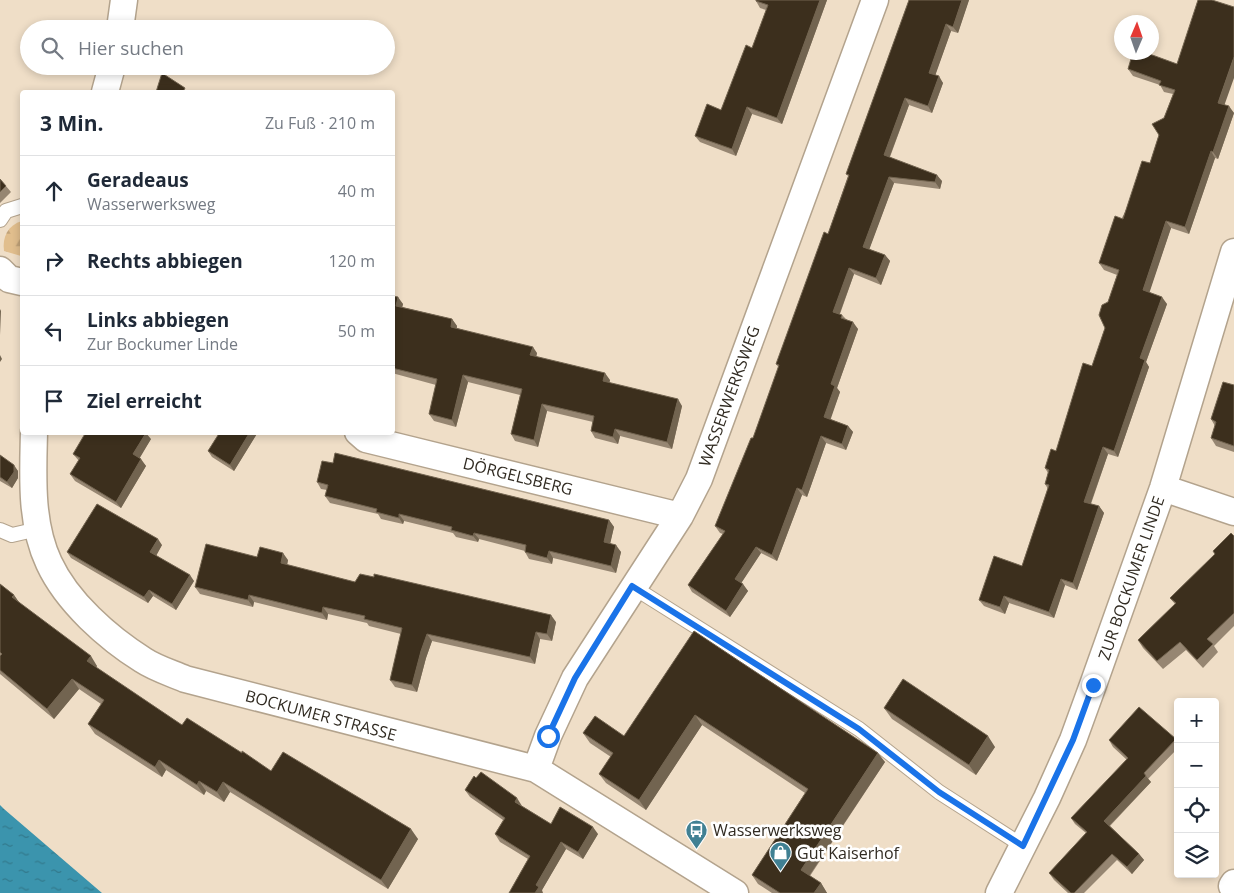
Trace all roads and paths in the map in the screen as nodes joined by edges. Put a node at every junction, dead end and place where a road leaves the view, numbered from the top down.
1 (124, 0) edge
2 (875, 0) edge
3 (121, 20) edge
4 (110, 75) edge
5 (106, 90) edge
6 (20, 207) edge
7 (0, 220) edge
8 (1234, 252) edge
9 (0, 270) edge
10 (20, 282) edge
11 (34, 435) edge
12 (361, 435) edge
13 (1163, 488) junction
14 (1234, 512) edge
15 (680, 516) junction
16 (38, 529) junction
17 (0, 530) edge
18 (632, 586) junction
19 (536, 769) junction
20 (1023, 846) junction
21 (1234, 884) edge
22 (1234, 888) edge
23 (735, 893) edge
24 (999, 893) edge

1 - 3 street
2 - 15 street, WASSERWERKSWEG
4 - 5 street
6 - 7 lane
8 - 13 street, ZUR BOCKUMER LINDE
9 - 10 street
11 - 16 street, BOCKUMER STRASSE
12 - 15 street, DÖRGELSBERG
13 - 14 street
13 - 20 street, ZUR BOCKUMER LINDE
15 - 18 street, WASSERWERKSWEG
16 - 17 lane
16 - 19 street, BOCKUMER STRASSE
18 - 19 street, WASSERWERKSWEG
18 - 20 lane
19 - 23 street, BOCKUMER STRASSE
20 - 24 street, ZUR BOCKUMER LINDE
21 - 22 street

▬▬▬

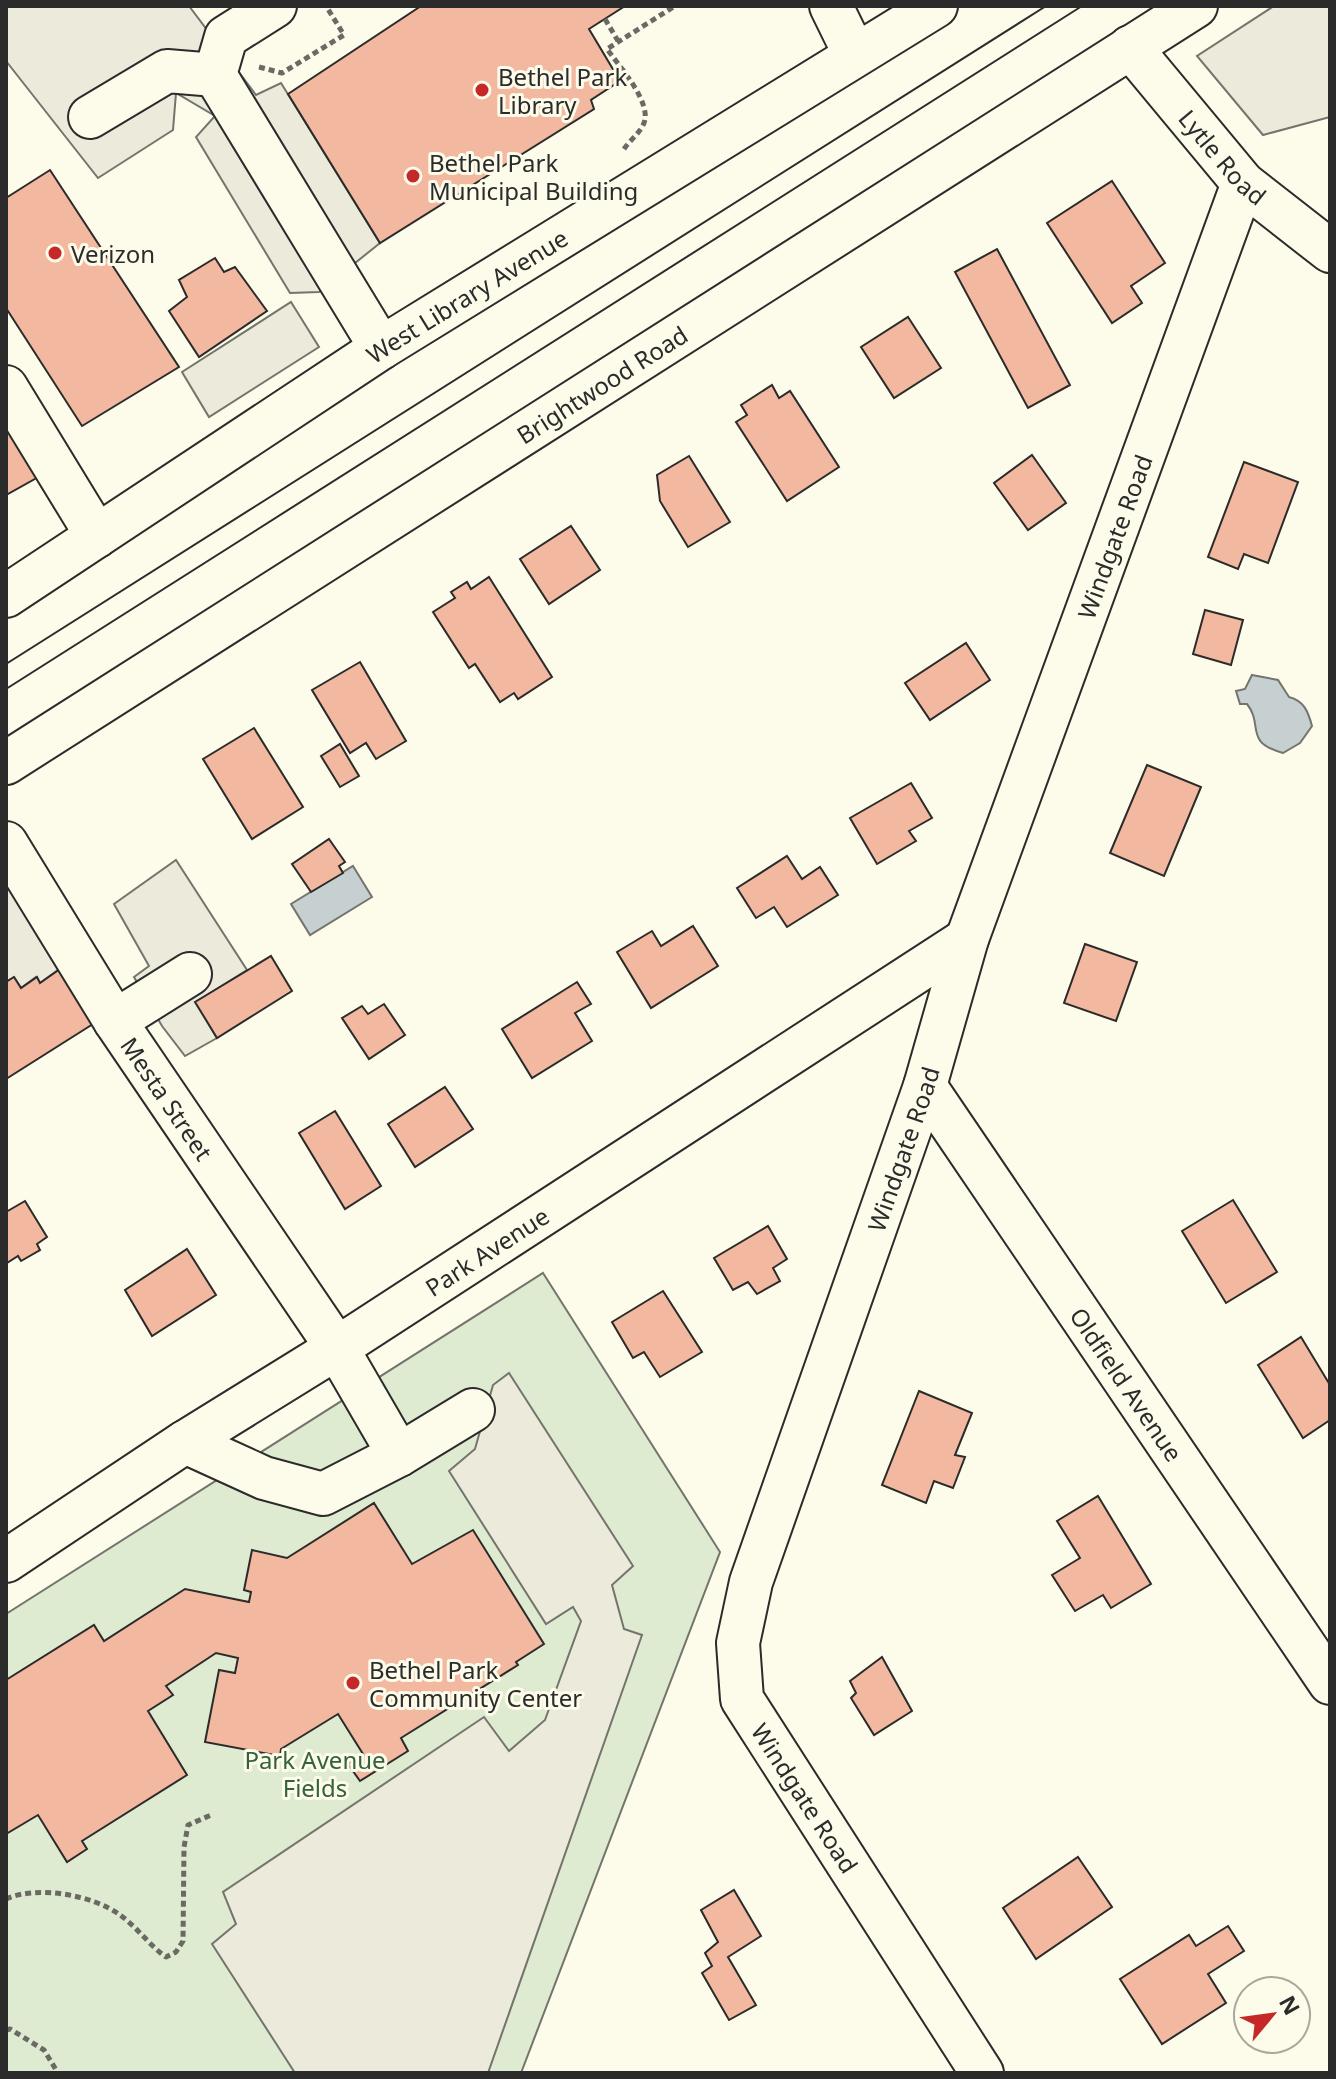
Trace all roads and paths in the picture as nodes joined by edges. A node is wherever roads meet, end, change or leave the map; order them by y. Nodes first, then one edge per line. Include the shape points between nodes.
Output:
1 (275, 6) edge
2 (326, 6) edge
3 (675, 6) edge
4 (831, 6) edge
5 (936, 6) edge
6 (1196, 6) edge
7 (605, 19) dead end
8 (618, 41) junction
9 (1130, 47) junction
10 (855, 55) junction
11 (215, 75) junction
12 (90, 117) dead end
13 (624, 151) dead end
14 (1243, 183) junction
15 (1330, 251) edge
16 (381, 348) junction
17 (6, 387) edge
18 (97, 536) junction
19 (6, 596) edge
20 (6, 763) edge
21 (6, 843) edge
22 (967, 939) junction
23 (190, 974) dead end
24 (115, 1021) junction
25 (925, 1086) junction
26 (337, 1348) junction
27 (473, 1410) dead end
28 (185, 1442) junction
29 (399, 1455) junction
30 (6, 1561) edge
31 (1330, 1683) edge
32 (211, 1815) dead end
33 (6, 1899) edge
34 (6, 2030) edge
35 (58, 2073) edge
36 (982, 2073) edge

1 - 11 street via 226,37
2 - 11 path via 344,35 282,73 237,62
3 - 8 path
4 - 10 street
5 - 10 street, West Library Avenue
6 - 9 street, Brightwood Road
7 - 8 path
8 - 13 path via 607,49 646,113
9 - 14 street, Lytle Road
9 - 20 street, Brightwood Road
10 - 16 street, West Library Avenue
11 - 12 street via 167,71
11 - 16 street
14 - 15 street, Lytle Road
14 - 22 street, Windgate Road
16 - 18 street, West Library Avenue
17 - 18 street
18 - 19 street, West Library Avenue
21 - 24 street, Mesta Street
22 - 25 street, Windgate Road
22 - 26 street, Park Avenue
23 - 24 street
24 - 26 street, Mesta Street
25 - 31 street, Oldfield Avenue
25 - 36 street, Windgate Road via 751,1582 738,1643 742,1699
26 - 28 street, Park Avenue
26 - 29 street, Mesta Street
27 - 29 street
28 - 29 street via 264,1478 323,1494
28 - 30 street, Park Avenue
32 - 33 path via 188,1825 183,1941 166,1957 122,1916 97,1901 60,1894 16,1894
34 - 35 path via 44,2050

▬▬▬

ASSIGNED TASK:
Gather each line in these records that contains the string "Lytle".

ANSWER FOR THE TASK:
9 - 14 street, Lytle Road
14 - 15 street, Lytle Road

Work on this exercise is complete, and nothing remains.